The NFL Schedule is a Massive Optimization Problem

This is a fascinating Los Angeles Times piece that profiles the computing power that is required to generate the NFL schedule. A team of four members and hundreds of computers are used to sift through 26,000+ conditions, with trillions of possible permutations, to generate the 2016 NFL schedule:

With 256 games, 17 weeks, six time slots, five networks and four possible game days — Sunday, Monday, Thursday and Saturday — there are hundreds of trillions of potential schedule combinations. Katz and his team are searching for the single best, and they have as many as 255 computers around the world running 24/7 to find the closest possible match to the ideal slate of games.

The schedules that have come out in the last couple of years are much more sophisticated:

Among the scheduling elements that are factored in now, but were not deeply considered in the old days: How much is a team traveling, and how far? Is someone playing a road game against a team coming off its bye week? Is anyone playing a road game six days after being on the road on a Monday night? Is a club overloaded with consecutive opponents who made the playoffs the previous season? Has a team gone multiple seasons with its bye at Week 5 or earlier?

An incredible optimization problem.
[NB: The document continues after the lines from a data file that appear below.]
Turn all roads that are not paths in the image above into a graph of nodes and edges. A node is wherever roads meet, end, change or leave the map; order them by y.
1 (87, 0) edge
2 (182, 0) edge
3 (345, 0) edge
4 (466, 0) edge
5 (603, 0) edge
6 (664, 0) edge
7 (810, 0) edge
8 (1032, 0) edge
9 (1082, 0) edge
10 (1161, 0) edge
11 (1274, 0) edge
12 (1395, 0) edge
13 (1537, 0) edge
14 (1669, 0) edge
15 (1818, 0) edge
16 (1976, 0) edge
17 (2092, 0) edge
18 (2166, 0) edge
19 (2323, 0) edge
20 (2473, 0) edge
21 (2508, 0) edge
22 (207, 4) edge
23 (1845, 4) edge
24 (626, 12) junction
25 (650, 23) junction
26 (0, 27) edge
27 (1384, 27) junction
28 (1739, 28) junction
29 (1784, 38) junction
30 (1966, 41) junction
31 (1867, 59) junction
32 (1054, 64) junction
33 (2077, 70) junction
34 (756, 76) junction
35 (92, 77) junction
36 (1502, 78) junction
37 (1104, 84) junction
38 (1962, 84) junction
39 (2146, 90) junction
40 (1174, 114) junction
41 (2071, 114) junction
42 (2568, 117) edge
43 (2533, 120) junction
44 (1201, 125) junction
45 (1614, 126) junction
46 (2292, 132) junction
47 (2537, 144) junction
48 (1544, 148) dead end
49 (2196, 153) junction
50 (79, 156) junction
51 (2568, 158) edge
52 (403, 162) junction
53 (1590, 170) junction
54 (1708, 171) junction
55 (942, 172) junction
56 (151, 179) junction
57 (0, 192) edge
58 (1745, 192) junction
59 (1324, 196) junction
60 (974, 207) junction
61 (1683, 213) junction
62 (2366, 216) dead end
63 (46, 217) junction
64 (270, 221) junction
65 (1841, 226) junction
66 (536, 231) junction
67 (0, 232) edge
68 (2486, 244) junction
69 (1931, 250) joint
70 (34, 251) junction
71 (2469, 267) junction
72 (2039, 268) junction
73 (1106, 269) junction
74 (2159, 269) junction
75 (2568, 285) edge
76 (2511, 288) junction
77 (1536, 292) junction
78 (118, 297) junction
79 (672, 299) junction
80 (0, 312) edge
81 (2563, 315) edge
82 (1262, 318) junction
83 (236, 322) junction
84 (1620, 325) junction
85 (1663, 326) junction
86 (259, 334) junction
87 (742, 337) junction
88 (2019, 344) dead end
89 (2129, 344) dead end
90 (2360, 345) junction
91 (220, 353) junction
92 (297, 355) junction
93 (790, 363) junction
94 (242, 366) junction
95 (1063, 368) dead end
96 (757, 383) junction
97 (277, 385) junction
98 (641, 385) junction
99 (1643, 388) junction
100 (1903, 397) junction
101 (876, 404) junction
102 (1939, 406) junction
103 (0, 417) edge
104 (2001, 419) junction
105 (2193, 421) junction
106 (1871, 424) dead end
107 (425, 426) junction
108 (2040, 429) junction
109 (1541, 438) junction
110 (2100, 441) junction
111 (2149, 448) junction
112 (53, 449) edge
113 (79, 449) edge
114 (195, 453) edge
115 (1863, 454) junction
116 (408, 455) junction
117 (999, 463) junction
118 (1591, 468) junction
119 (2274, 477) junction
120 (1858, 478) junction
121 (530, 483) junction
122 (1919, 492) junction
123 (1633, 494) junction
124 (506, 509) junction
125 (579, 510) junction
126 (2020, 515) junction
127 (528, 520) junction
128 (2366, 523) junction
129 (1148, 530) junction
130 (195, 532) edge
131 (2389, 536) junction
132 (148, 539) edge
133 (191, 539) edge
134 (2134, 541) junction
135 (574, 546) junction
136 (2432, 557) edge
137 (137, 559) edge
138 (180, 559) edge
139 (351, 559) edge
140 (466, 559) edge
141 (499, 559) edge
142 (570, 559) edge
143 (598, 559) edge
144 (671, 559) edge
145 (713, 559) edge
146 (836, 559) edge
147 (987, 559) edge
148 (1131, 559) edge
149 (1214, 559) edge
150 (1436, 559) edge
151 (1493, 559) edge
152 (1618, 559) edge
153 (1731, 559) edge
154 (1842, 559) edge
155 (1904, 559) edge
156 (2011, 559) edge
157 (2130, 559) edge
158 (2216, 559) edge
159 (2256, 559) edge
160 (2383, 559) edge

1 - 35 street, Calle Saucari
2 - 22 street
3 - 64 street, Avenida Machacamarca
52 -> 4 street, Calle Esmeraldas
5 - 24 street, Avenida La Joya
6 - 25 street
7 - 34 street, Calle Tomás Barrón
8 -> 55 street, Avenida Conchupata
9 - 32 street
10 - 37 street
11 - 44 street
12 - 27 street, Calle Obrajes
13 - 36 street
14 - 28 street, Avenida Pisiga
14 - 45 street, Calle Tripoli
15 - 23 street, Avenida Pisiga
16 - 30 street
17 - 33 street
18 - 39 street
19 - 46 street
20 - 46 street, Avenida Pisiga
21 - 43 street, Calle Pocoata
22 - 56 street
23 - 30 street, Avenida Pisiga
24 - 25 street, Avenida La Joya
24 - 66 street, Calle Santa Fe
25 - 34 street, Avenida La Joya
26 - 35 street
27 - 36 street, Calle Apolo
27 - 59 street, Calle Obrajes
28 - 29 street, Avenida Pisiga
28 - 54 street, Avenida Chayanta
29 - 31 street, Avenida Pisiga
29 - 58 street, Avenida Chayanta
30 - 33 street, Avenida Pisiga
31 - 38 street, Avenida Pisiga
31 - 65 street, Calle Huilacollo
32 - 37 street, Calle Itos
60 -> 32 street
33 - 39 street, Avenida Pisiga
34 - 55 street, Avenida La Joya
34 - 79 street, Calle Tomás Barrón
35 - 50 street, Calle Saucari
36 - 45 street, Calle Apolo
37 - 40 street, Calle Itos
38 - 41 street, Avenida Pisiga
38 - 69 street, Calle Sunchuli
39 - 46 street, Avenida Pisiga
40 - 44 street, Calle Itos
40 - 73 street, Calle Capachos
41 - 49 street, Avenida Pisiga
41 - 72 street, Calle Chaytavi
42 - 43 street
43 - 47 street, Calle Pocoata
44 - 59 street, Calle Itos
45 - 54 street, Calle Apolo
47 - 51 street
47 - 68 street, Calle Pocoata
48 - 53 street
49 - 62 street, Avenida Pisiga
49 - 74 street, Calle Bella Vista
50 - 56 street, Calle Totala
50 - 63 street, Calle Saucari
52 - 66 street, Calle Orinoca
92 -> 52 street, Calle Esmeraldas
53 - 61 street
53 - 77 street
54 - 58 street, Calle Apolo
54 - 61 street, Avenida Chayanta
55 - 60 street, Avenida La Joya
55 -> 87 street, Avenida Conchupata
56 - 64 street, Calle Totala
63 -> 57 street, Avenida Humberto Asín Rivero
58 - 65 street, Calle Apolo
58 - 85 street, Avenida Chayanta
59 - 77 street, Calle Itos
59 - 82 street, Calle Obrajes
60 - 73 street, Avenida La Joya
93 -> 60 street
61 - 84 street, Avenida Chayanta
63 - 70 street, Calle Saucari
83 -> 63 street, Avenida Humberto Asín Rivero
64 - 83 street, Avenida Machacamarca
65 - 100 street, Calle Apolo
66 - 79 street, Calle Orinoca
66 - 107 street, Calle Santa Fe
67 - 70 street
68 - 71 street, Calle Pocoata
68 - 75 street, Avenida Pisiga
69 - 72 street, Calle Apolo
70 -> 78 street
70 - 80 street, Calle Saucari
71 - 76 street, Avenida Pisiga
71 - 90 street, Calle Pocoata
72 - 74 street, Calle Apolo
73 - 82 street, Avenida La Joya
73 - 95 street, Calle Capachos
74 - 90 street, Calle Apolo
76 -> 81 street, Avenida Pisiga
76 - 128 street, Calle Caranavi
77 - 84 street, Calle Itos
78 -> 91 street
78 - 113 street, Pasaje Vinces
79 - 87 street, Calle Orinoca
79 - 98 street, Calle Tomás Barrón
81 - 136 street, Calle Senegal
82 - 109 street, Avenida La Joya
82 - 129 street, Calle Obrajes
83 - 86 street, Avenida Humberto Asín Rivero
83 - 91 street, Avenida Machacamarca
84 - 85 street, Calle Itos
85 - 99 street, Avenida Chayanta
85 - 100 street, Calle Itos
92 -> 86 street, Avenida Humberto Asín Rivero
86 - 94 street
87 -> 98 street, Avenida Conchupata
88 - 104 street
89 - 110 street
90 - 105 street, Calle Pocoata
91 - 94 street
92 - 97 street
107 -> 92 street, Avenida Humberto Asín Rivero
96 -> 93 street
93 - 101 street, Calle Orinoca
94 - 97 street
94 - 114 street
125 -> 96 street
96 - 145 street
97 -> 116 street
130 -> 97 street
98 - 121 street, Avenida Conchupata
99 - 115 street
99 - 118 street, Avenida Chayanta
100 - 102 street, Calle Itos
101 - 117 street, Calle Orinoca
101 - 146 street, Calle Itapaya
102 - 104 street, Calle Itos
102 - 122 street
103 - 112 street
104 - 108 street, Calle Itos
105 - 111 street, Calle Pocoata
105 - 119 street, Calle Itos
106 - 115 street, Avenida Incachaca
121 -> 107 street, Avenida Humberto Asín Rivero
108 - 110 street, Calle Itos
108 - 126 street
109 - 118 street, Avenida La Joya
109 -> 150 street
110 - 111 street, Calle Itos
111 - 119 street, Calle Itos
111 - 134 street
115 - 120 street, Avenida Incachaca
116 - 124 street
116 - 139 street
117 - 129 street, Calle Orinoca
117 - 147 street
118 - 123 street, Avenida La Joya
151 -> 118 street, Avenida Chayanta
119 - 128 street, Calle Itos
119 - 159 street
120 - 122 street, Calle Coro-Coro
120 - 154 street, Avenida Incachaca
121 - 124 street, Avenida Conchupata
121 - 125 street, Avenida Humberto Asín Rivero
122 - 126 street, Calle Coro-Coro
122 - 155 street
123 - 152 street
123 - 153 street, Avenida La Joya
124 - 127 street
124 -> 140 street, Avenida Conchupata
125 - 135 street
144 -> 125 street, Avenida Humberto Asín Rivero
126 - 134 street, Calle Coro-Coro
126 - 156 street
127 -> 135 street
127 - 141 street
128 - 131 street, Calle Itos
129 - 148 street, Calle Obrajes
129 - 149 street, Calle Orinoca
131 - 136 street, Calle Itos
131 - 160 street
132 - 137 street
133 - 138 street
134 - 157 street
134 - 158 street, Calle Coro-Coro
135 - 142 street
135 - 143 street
The ultimate schedule that was selected was hand-judged against 333 other schedules generated by the computers to make sure it was the most optimal schedule.
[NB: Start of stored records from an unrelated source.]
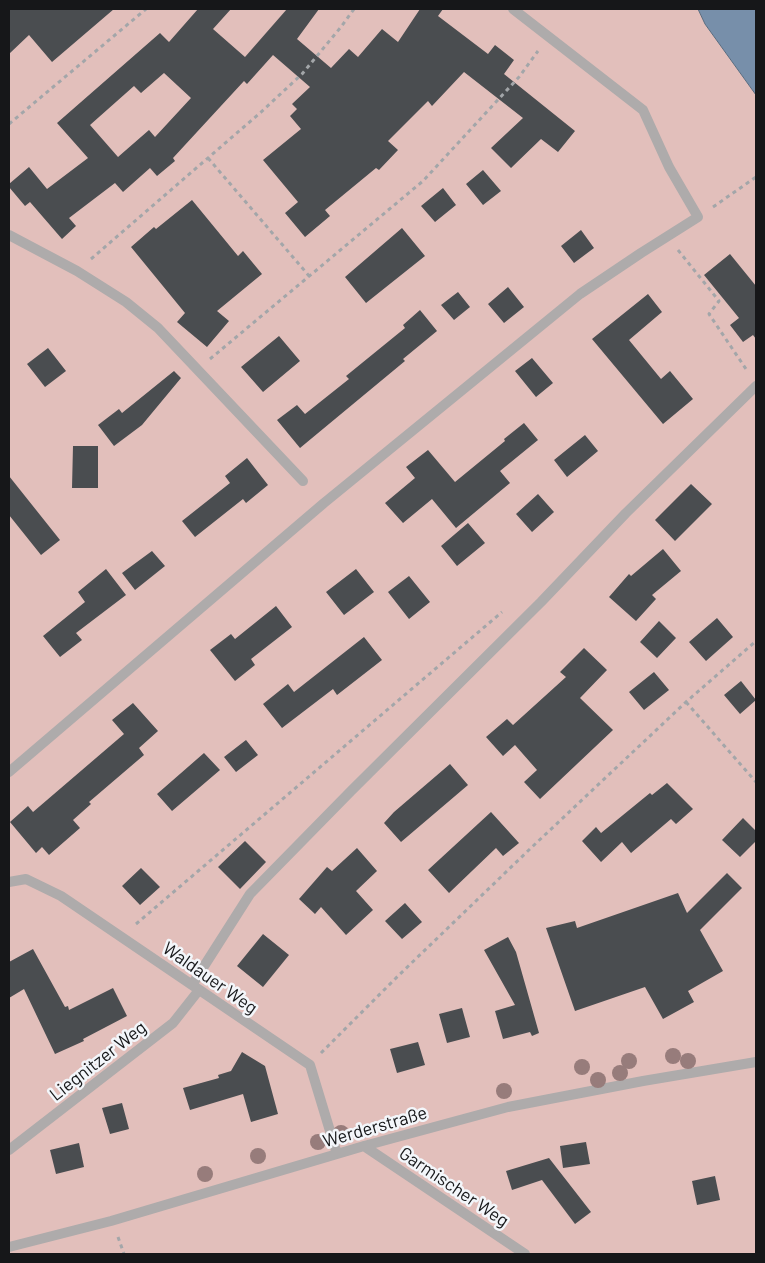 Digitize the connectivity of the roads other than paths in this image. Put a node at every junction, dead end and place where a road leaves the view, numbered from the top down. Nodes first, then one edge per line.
1 (513, 9) edge
2 (9, 235) edge
3 (756, 386) edge
4 (303, 481) dead end
5 (9, 772) edge
6 (9, 882) edge
7 (195, 988) junction
8 (756, 1062) edge
9 (364, 1146) junction
10 (9, 1150) edge
11 (337, 1154) junction
12 (9, 1247) edge
13 (526, 1254) edge

1 - 5 lane
2 - 4 lane
3 - 7 lane, Liegnitzer Weg
6 - 7 lane, Waldauer Weg
7 - 10 lane, Liegnitzer Weg
7 - 11 lane, Waldauer Weg
8 - 9 lane, Werderstraße
9 - 11 lane, Werderstraße
9 - 13 lane, Garmischer Weg
11 - 12 lane, Werderstraße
Read the rest here. Here is the 2016 NFL schedule.

Why Are Americans So Bad at Math?

The New York Times has a noteworthy piece on why math education is so poor in the United States. Borrowing examples from how math is taught in Japan, the article outlines how different initiatives to reform math education in America have failed (and why they are likely to continue to fail). Worth the read.

It wasn’t the first time that Americans had dreamed up a better way to teach math and then failed to implement it. The same pattern played out in the 1960s, when schools gripped by a post-Sputnik inferiority complex unveiled an ambitious “new math,” only to find, a few years later, that nothing actually changed. In fact, efforts to introduce a better way of teaching math stretch back to the 1800s. The story is the same every time: a big, excited push, followed by mass confusion and then a return to conventional practices.
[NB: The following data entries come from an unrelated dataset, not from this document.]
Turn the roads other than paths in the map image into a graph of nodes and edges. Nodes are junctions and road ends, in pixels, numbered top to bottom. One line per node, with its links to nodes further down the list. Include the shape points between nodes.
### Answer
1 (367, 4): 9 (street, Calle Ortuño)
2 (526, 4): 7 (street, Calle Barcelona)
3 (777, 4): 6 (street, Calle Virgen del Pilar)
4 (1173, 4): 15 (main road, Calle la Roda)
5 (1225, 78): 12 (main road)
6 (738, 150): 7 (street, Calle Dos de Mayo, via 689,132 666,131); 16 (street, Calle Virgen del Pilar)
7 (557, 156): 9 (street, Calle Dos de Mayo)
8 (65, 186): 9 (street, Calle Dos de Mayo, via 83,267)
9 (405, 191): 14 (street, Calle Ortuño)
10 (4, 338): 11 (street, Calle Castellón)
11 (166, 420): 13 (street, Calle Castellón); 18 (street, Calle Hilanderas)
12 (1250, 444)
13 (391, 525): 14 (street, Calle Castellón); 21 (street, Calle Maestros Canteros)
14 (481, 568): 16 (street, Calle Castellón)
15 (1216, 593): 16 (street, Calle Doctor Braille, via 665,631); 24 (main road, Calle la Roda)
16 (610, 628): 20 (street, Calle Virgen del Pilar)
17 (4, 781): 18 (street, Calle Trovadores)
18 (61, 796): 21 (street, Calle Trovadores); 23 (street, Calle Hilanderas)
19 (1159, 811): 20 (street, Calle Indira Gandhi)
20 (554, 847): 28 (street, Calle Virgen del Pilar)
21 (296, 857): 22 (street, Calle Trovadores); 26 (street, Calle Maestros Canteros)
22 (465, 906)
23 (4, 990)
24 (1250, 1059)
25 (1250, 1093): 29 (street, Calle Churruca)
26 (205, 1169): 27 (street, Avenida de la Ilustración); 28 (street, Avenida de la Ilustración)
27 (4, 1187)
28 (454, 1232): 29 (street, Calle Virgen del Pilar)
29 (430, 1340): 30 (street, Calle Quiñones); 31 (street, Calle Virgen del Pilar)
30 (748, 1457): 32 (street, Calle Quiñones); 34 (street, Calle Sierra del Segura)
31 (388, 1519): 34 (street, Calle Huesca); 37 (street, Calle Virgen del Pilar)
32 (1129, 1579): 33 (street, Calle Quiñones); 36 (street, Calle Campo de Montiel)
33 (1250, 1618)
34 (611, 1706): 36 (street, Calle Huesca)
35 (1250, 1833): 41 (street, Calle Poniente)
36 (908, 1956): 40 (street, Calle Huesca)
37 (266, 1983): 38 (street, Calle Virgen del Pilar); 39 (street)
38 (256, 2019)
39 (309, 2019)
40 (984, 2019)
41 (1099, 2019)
The new math of the ‘60s, the new new math of the ‘80s and today’s Common Core math all stem from the idea that the traditional way of teaching math simply does not work. As a nation, we suffer from an ailment that John Allen Paulos, a Temple University math professor and an author, calls innumeracy — the mathematical equivalent of not being able to read. On national tests, nearly two-thirds of fourth graders and eighth graders are not proficient in math. More than half of fourth graders taking the 2013 National Assessment of Educational Progress could not accurately read the temperature on a neatly drawn thermometer.

I hadn’t heard of this parable/story before, but it is quite the embarrassment:

One of the most vivid arithmetic failings displayed by Americans occurred in the early 1980s, when the A&W restaurant chain released a new hamburger to rival the McDonald’s Quarter Pounder. With a third-pound of beef, the A&W burger had more meat than the Quarter Pounder; in taste tests, customers preferred A&W’s burger. And it was less expensive. A lavish A&W television and radio marketing campaign cited these benefits. Yet instead of leaping at the great value, customers snubbed it.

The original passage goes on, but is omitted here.